Stored items from a collection
══════════

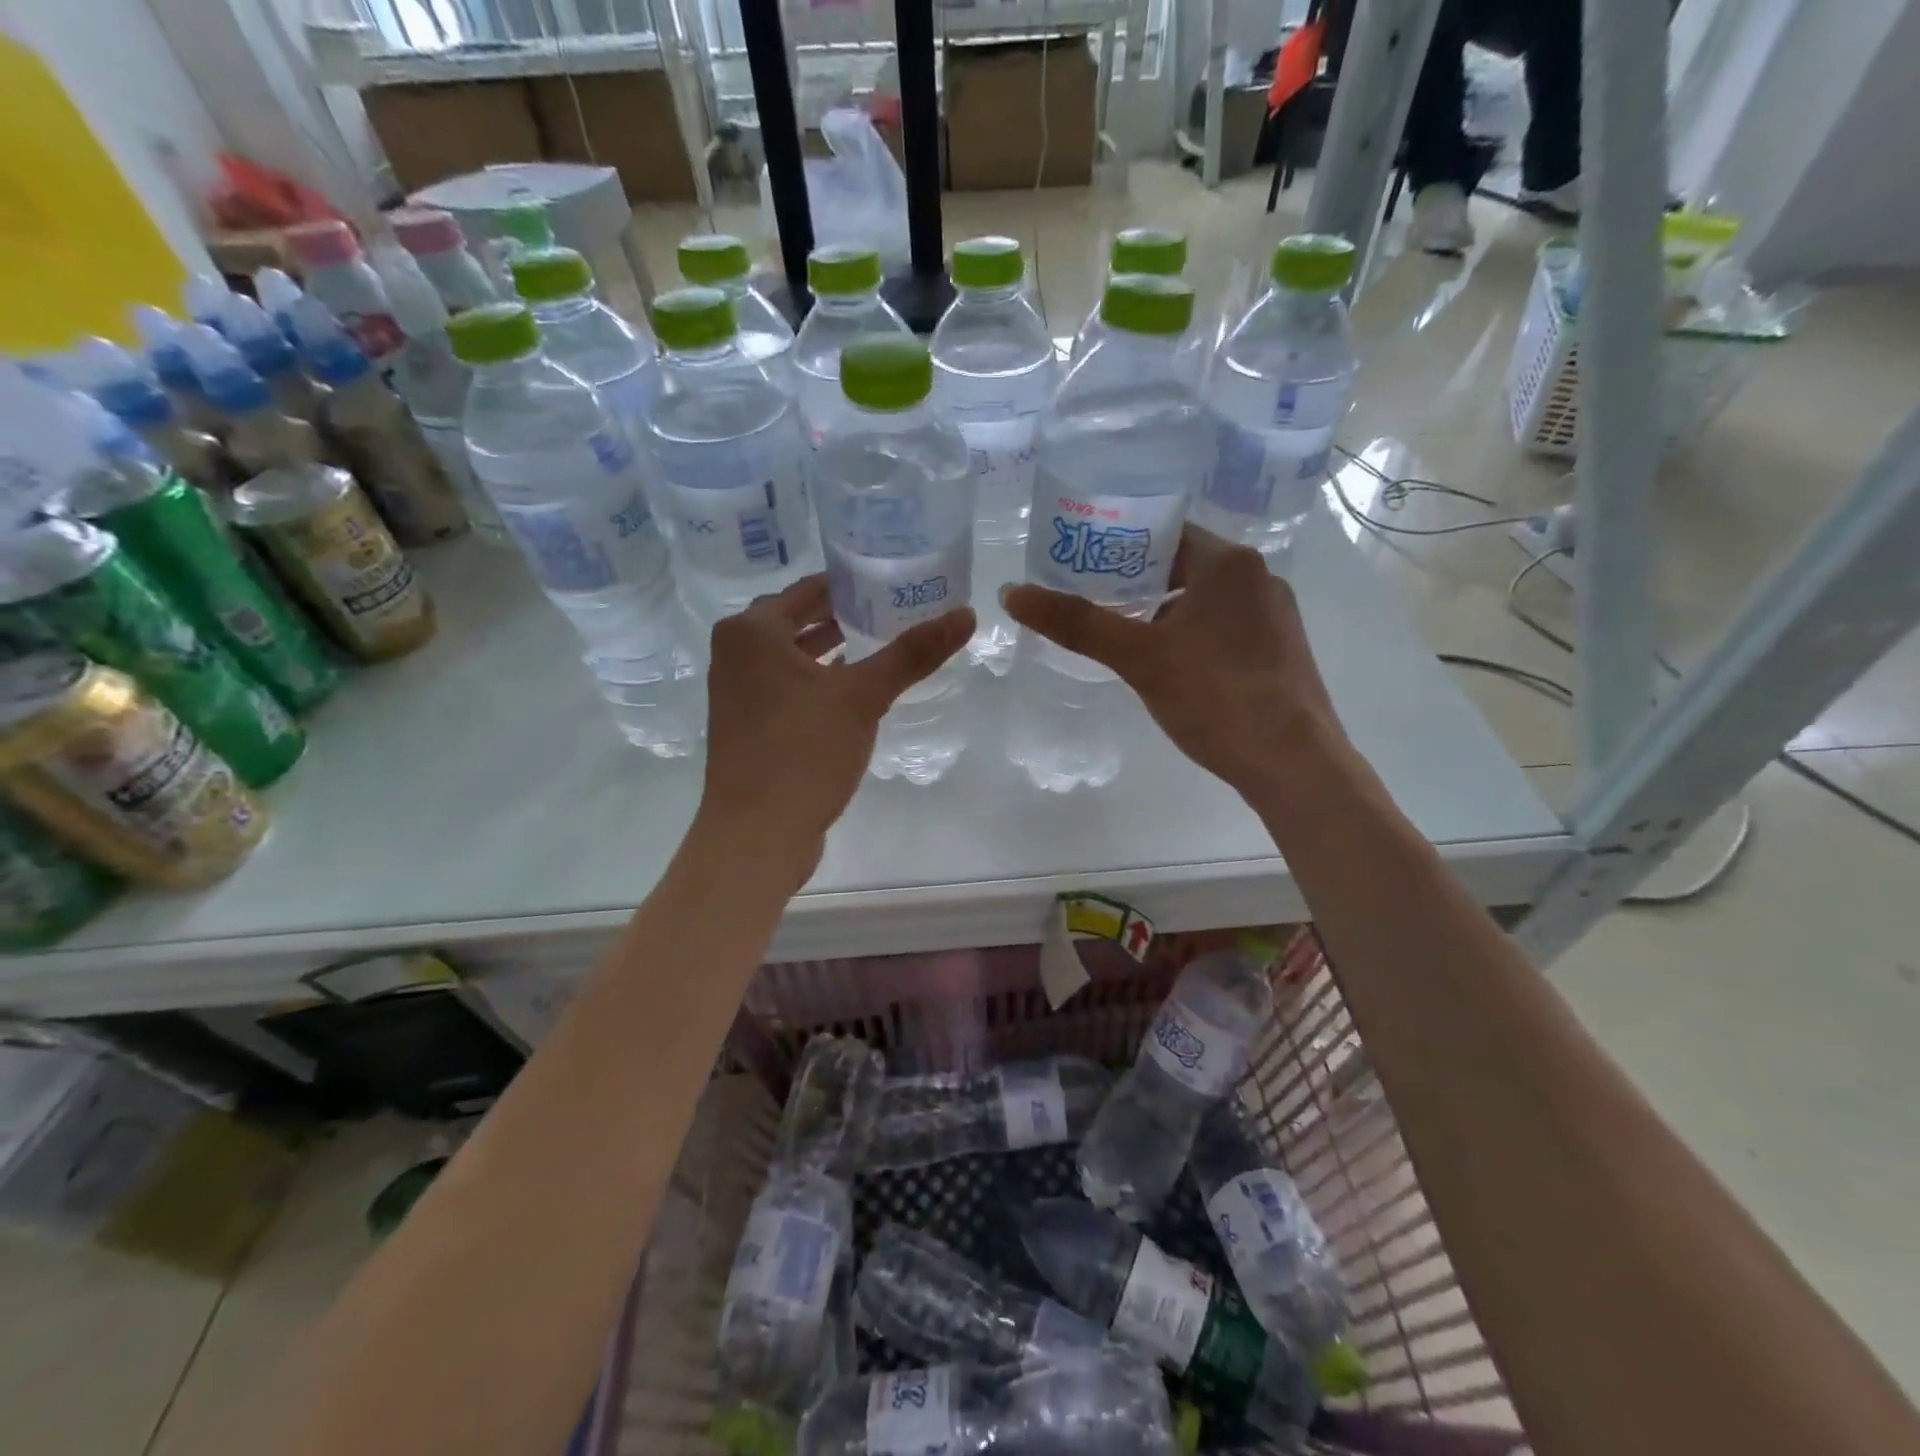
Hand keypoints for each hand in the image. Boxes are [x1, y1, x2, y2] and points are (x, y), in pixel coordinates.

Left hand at [698, 575, 973, 873]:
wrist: (757, 833)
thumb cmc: (803, 751)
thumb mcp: (863, 696)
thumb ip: (913, 653)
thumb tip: (967, 613)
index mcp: (752, 632)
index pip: (809, 588)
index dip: (853, 583)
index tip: (894, 579)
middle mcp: (735, 653)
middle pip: (798, 619)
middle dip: (844, 614)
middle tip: (894, 607)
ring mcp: (737, 691)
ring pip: (792, 655)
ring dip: (830, 647)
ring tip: (879, 641)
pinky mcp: (748, 724)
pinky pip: (787, 685)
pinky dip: (817, 679)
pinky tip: (852, 688)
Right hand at [1002, 526, 1342, 797]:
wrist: (1293, 762)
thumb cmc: (1216, 696)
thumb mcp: (1139, 657)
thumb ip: (1078, 624)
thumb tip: (1013, 593)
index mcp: (1229, 563)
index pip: (1163, 532)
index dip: (1118, 544)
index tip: (1079, 562)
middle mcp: (1258, 578)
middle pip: (1182, 565)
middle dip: (1135, 582)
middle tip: (1087, 600)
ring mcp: (1274, 616)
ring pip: (1203, 599)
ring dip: (1161, 611)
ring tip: (1119, 633)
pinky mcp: (1279, 651)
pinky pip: (1222, 627)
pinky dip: (1189, 634)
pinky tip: (1166, 665)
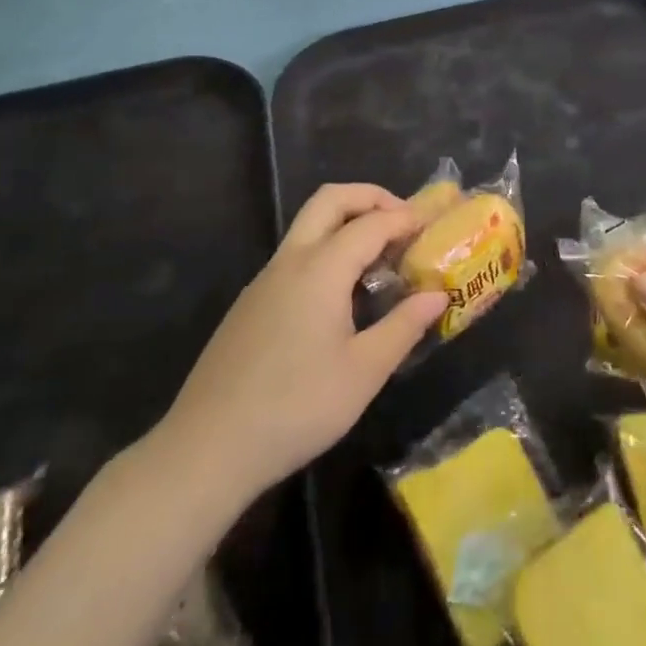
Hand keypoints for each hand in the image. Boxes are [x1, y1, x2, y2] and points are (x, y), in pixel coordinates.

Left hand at [149, 184, 445, 505]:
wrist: (207, 448)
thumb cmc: (296, 407)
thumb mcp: (363, 372)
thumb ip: (404, 326)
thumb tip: (438, 294)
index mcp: (321, 269)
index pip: (372, 223)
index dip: (407, 218)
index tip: (436, 222)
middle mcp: (291, 260)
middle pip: (330, 200)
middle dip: (370, 197)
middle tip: (403, 220)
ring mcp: (265, 279)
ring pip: (308, 225)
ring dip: (347, 222)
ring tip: (381, 257)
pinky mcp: (251, 303)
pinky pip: (295, 255)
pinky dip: (327, 249)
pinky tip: (342, 295)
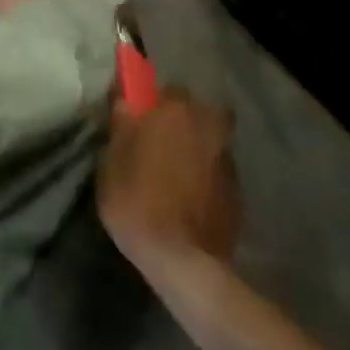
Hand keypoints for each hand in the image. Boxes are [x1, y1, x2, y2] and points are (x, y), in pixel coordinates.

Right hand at [98, 91, 241, 275]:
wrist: (184, 261)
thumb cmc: (138, 201)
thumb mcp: (112, 160)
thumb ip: (121, 122)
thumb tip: (125, 97)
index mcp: (176, 110)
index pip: (164, 88)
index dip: (150, 103)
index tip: (138, 119)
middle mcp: (208, 124)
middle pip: (192, 112)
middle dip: (178, 122)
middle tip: (156, 145)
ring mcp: (227, 157)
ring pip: (207, 139)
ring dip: (193, 148)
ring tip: (172, 175)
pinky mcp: (237, 189)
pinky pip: (215, 169)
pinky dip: (204, 175)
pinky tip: (187, 197)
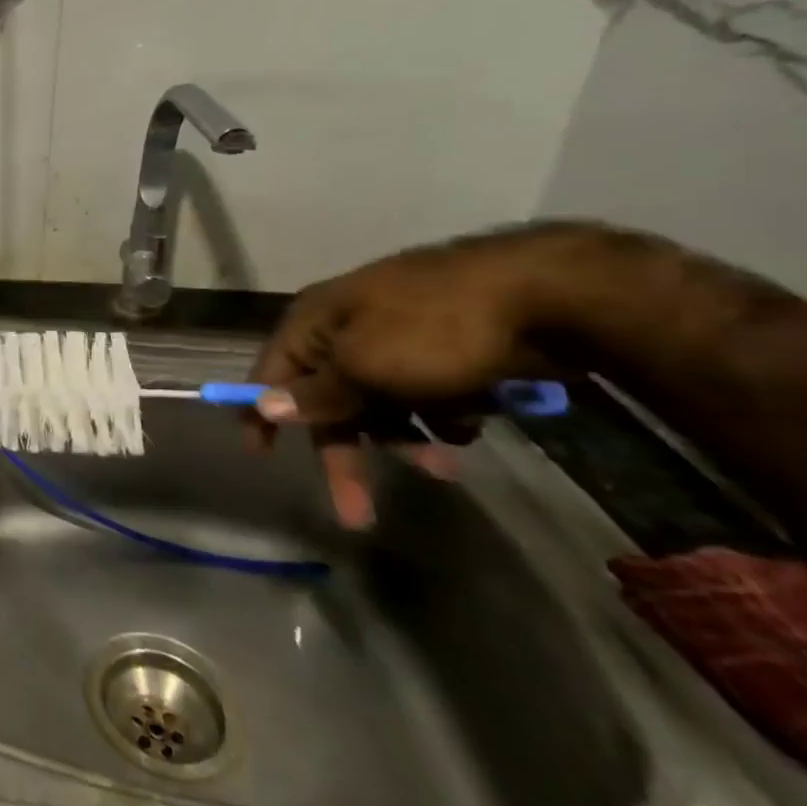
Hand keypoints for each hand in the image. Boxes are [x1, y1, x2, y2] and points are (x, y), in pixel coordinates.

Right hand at [246, 226, 573, 527]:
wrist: (546, 293)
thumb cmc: (433, 330)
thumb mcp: (362, 366)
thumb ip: (314, 394)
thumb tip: (263, 406)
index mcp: (315, 321)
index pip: (271, 371)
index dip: (262, 412)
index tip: (260, 455)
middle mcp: (347, 328)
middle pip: (330, 399)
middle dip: (347, 451)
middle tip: (357, 513)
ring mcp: (398, 337)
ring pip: (383, 404)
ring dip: (405, 439)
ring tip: (448, 465)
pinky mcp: (446, 348)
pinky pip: (425, 395)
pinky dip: (440, 418)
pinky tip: (469, 423)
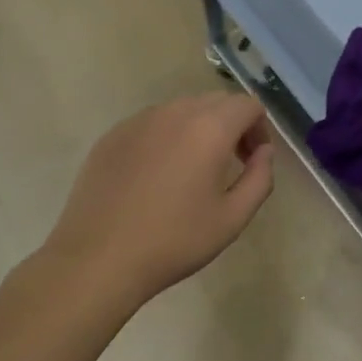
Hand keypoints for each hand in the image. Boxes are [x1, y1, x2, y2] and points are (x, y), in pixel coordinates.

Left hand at [40, 93, 274, 314]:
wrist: (98, 259)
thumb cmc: (174, 241)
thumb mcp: (233, 218)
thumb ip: (260, 178)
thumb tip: (263, 151)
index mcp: (210, 128)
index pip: (248, 105)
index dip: (259, 128)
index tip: (253, 159)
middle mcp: (176, 112)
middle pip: (217, 101)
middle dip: (232, 124)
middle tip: (230, 163)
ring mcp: (140, 120)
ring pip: (183, 109)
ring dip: (199, 128)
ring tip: (192, 169)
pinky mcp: (113, 134)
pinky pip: (152, 122)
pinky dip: (166, 137)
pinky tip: (156, 176)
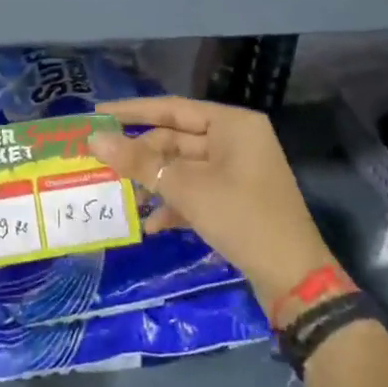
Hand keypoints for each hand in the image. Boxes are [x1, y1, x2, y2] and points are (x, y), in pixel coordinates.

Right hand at [89, 97, 340, 315]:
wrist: (293, 278)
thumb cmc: (241, 217)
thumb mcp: (186, 188)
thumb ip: (139, 161)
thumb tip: (94, 138)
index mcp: (232, 125)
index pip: (172, 108)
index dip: (132, 111)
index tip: (96, 112)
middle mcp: (236, 141)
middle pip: (175, 139)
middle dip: (141, 157)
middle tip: (101, 164)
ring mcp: (237, 171)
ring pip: (182, 168)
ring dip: (154, 183)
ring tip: (122, 198)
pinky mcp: (235, 199)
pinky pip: (195, 191)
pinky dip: (174, 204)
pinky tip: (152, 226)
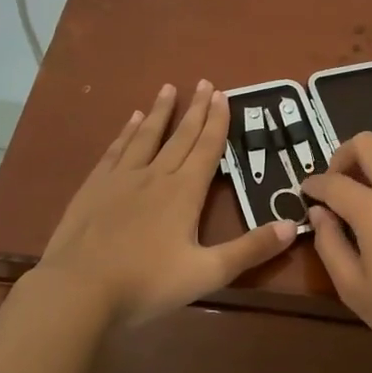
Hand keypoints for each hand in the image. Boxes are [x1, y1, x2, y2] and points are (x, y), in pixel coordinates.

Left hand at [36, 80, 295, 329]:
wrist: (79, 290)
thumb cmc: (147, 284)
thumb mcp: (207, 273)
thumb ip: (250, 249)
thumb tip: (292, 225)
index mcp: (184, 192)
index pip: (207, 148)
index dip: (217, 121)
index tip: (223, 95)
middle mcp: (155, 175)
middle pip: (180, 136)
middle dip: (196, 109)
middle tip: (205, 82)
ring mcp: (121, 178)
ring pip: (146, 136)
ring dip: (160, 112)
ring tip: (168, 88)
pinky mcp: (94, 187)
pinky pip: (116, 150)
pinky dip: (126, 132)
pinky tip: (129, 121)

══════════

-- Problem to solve --
Print, with pictures removed, exactly the lines of the records above from the top through the line containing "thumb tip: (967, 613)".

-- Answer for this exercise --
Hand keypoints for each hand in the image. Boxes are [x1, y1, x2, y2] and points are (x, y), in pixel coordinates.

Left hand at [698, 575, 973, 873]:
wrist: (757, 833)
thumb cmc: (803, 751)
thumb mcp: (863, 696)
thumb ip: (913, 653)
thumb tip: (967, 613)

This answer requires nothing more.